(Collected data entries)
BEGIN

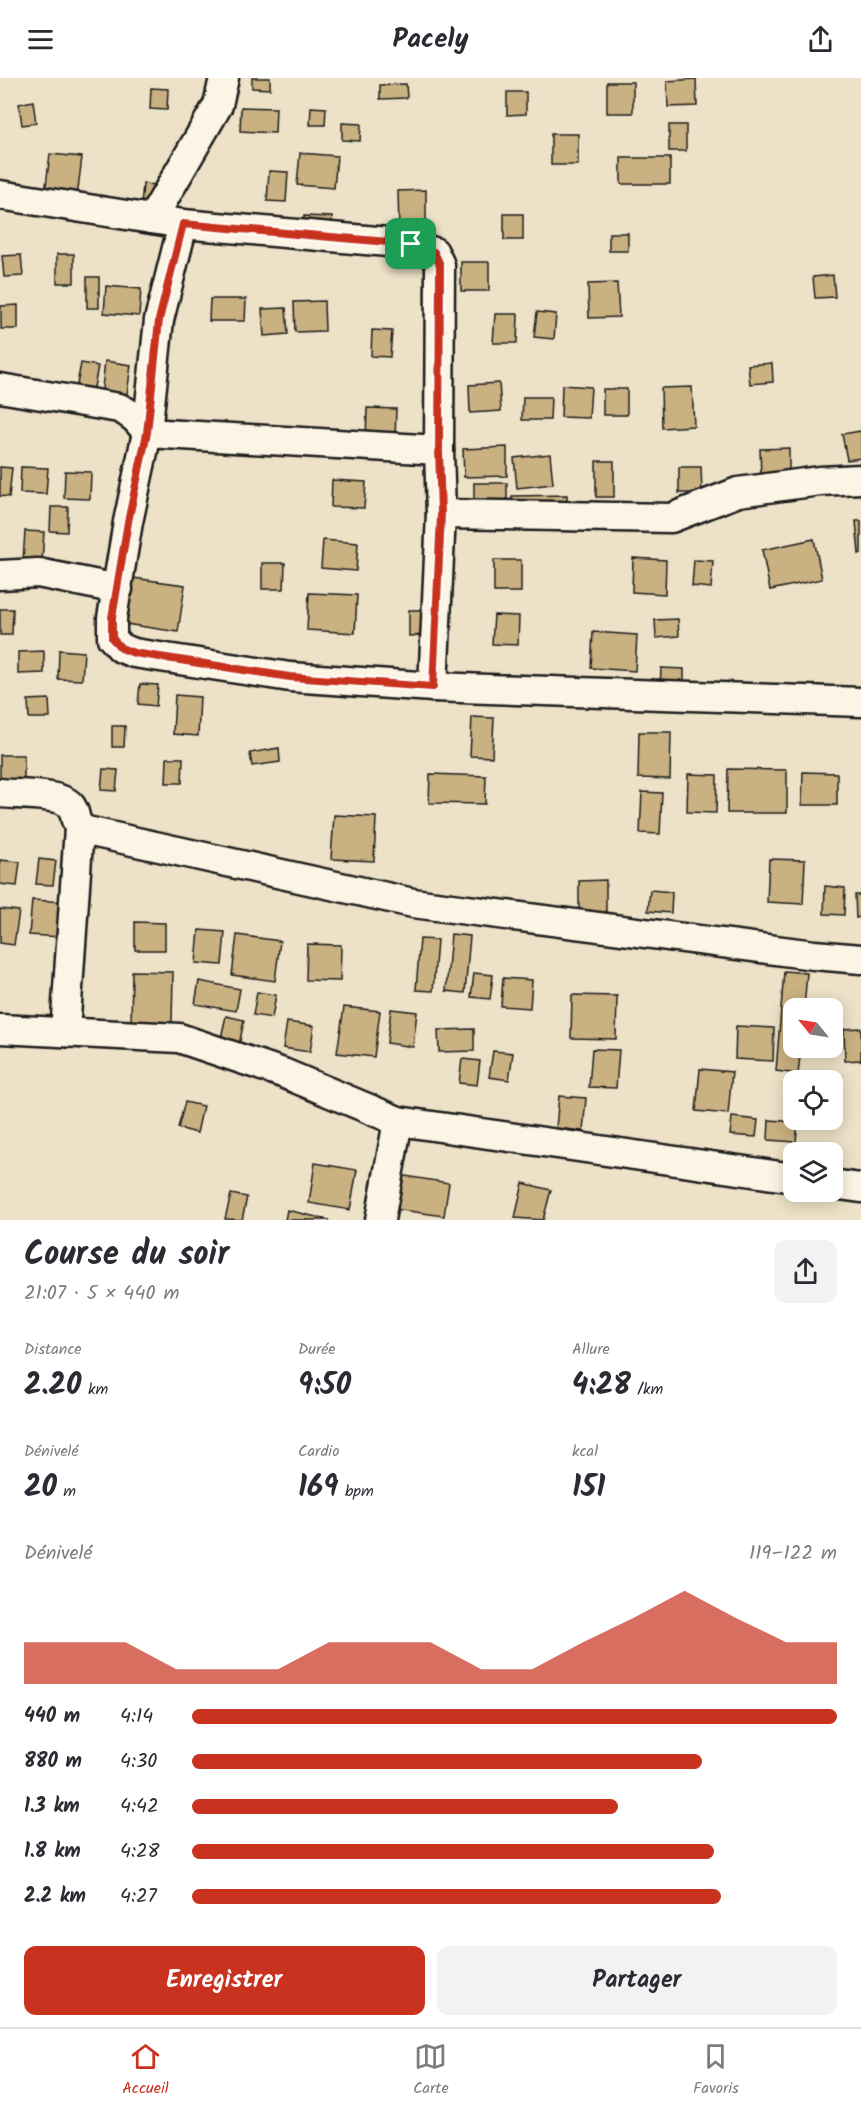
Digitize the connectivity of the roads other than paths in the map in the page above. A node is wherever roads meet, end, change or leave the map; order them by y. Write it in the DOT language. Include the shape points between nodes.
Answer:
graph roads {
  1 [pos="224,78"];
  2 [pos="0,195"];
  3 [pos="152,219"];
  4 [pos="183,224"];
  5 [pos="0,388"];
  6 [pos="147,433"];
  7 [pos="439,450"];
  8 [pos="861,479"];
  9 [pos="441,514"];
  10 [pos="0,575"];
  11 [pos="118,589"];
  12 [pos="433,687"];
  13 [pos="861,702"];
  14 [pos="0,793"];
  15 [pos="79,828"];
  16 [pos="861,959"];
  17 [pos="0,1029"];
  18 [pos="65,1032"];
  19 [pos="398,1121"];
  20 [pos="783,1176"];
  21 [pos="843,1186"];
  22 [pos="861,1188"];
  23 [pos="380,1220"];
  1 -- 3 [label="street" via="218,105"];
  2 -- 3 [label="street"];
  3 -- 4 [label="street"];
  4 -- 6 [label="street" via="159,320"];
  4 -- 7 [label="street" via="411,244 434,252 440,265"];
  5 -- 6 [label="street" via="119,408"];
  6 -- 7 [label="street"];
  6 -- 11 [label="street"];
  7 -- 9 [label="street"];
  8 -- 9 [label="street" via="738,492 671,518"];
  9 -- 12 [label="street"];
  10 -- 11 [label="street" via="38,573"];
  11 -- 12 [label="street" via="112,638 121,648 134,653 290,677"];
  12 -- 13 [label="street"];
  14 -- 15 [label="street" via="59,798 69,803"];
  15 -- 16 [label="street" via="413,903"];
  15 -- 18 [label="street"];
  17 -- 18 [label="street"];
  18 -- 19 [label="street" via="179,1038 283,1073"];
  19 -- 20 [label="street"];
  19 -- 23 [label="street"];
  21 -- 22 [label="street"];
}
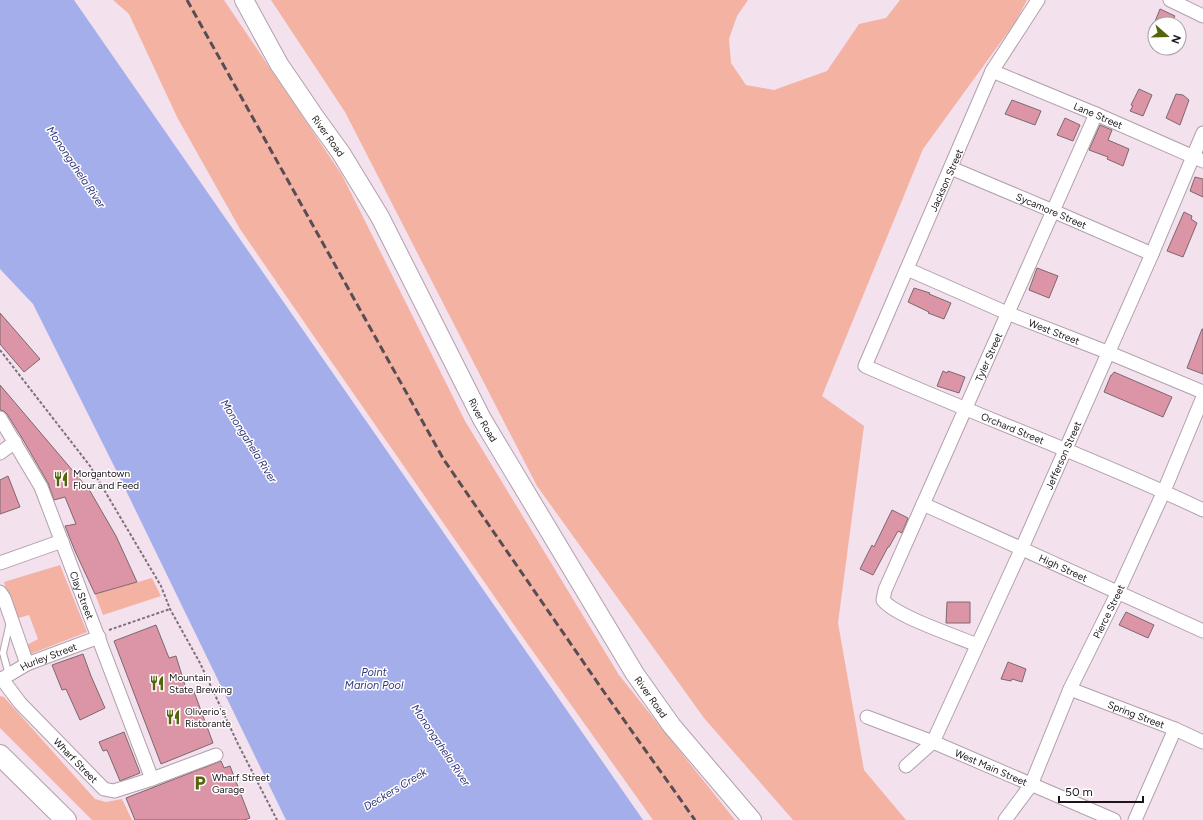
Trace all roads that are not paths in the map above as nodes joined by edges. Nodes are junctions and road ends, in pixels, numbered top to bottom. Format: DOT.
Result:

END

What the task asks
Transcribe the records above exactly as they appear, leaving out any pictures.

Solved problem
Digitize the connectivity of the roads other than paths in the map in the page above. A node is wherever roads meet, end, change or leave the map; order them by y. Write it in the DOT language. Include the shape points between nodes.
Answer:
graph roads {
  1 [pos="224,78"];
  2 [pos="0,195"];
  3 [pos="152,219"];
  4 [pos="183,224"];
  5 [pos="0,388"];
  6 [pos="147,433"];
  7 [pos="439,450"];
  8 [pos="861,479"];
  9 [pos="441,514"];
  10 [pos="0,575"];
  11 [pos="118,589"];
  12 [pos="433,687"];
  13 [pos="861,702"];
  14 [pos="0,793"];
  15 [pos="79,828"];
  16 [pos="861,959"];
  17 [pos="0,1029"];
  18 [pos="65,1032"];
  19 [pos="398,1121"];
  20 [pos="783,1176"];
  21 [pos="843,1186"];
  22 [pos="861,1188"];
  23 [pos="380,1220"];
  1 -- 3 [label="street" via="218,105"];
  2 -- 3 [label="street"];
  3 -- 4 [label="street"];
  4 -- 6 [label="street" via="159,320"];
  4 -- 7 [label="street" via="411,244 434,252 440,265"];
  5 -- 6 [label="street" via="119,408"];
  6 -- 7 [label="street"];
  6 -- 11 [label="street"];
  7 -- 9 [label="street"];
  8 -- 9 [label="street" via="738,492 671,518"];
  9 -- 12 [label="street"];
  10 -- 11 [label="street" via="38,573"];
  11 -- 12 [label="street" via="112,638 121,648 134,653 290,677"];
  12 -- 13 [label="street"];
  14 -- 15 [label="street" via="59,798 69,803"];
  15 -- 16 [label="street" via="413,903"];
  15 -- 18 [label="street"];
  17 -- 18 [label="street"];
  18 -- 19 [label="street" via="179,1038 283,1073"];
  19 -- 20 [label="street"];
  19 -- 23 [label="street"];
  21 -- 22 [label="street"];
}
Trace all roads that are not paths in the map above as nodes joined by edges. Nodes are junctions and road ends, in pixels, numbered top to bottom. Format: DOT.
Result:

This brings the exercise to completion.